Immune activation triggers bone loss. Activated T cells are the cellular link between immune activation and bone destruction. The aim of this study was to determine whether immune regulatory mechanisms, such as naturally occurring Treg cells, also extend their protective effects to bone homeostasis in vivo.

METHODS

Bone parameters in FoxP3-transgenic (Tg) mice were compared with those in their wild-type (WT) littermate controls. Ovariectomy was performed in FoxP3-Tg mice as a model of postmenopausal osteoporosis, and the bone parameters were analyzed. The bones of RAG-1(-/-) mice were analyzed following the adoptive transfer of isolated CD4+CD25+ T cells. CD4+CD25+ T cells and CD4+ T cells isolated from FoxP3-Tg mice and WT mice were cocultured with monocytes to determine their ability to suppress osteoclastogenesis in vitro.

RESULTS

FoxP3-Tg mice developed higher bone mass and were protected from ovariectomy-induced bone loss.
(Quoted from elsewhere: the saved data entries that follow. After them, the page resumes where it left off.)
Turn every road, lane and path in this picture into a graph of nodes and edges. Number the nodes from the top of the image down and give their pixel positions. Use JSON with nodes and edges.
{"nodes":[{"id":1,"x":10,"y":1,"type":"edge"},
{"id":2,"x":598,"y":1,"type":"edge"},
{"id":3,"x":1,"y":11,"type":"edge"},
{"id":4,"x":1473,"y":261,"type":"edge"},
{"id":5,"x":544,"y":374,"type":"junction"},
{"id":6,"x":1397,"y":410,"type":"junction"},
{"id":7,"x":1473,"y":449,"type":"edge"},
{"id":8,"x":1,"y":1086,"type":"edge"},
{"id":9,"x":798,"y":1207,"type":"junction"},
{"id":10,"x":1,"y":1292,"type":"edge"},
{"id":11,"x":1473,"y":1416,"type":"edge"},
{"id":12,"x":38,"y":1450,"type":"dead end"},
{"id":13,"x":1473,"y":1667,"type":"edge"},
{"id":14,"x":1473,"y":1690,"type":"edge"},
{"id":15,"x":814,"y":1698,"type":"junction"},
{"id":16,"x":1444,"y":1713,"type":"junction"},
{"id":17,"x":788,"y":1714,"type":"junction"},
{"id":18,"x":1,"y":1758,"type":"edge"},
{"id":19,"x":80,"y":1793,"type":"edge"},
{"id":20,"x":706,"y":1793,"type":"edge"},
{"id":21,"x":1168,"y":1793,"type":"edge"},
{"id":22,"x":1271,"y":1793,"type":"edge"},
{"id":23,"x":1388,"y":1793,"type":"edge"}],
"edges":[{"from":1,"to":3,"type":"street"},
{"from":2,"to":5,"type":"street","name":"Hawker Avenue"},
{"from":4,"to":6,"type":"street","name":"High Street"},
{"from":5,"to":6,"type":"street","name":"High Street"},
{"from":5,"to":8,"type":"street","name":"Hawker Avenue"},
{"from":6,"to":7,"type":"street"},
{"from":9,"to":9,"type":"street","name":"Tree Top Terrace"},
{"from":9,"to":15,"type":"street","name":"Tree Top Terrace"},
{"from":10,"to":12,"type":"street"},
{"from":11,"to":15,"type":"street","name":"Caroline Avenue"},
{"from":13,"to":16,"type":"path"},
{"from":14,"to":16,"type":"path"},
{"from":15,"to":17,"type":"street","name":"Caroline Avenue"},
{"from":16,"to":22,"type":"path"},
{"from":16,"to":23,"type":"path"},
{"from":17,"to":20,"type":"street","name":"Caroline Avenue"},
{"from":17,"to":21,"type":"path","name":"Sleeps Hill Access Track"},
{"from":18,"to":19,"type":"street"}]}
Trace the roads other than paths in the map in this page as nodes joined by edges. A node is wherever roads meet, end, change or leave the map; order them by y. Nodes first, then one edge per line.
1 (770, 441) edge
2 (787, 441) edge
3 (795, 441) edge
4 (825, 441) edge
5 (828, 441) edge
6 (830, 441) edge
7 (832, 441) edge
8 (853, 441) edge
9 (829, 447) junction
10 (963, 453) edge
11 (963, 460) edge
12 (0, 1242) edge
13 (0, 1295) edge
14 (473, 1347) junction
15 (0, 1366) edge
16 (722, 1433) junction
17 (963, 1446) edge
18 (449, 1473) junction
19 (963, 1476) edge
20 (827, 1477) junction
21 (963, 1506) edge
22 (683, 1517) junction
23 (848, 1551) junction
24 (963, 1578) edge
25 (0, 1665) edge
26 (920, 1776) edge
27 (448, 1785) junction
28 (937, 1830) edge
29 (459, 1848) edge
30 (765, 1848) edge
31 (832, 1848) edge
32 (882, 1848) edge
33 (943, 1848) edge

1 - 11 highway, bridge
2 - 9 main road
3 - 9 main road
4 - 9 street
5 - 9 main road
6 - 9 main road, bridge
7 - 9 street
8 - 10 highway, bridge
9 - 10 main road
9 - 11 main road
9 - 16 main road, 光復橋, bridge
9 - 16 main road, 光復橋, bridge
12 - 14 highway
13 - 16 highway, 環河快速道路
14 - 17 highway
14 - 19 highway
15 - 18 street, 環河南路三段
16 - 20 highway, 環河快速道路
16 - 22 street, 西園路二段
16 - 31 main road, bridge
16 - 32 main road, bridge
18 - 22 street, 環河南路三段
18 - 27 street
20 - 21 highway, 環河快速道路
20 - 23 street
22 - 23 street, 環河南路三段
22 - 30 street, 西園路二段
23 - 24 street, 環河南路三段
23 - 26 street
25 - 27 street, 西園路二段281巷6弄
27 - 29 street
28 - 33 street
The increase in bone mass was found to be the result of impaired osteoclast differentiation and bone resorption in vivo. Bone formation was not affected. Adoptive transfer of CD4+CD25+ T cells into T cell-deficient RAG-1(-/-) mice also increased the bone mass, indicating that Treg cells directly affect bone homeostasis without the need to engage other T cell lineages.

CONCLUSION

These data demonstrate that Treg cells can control bone resorption in vivo and can preserve bone mass during physiologic and pathologic bone remodeling.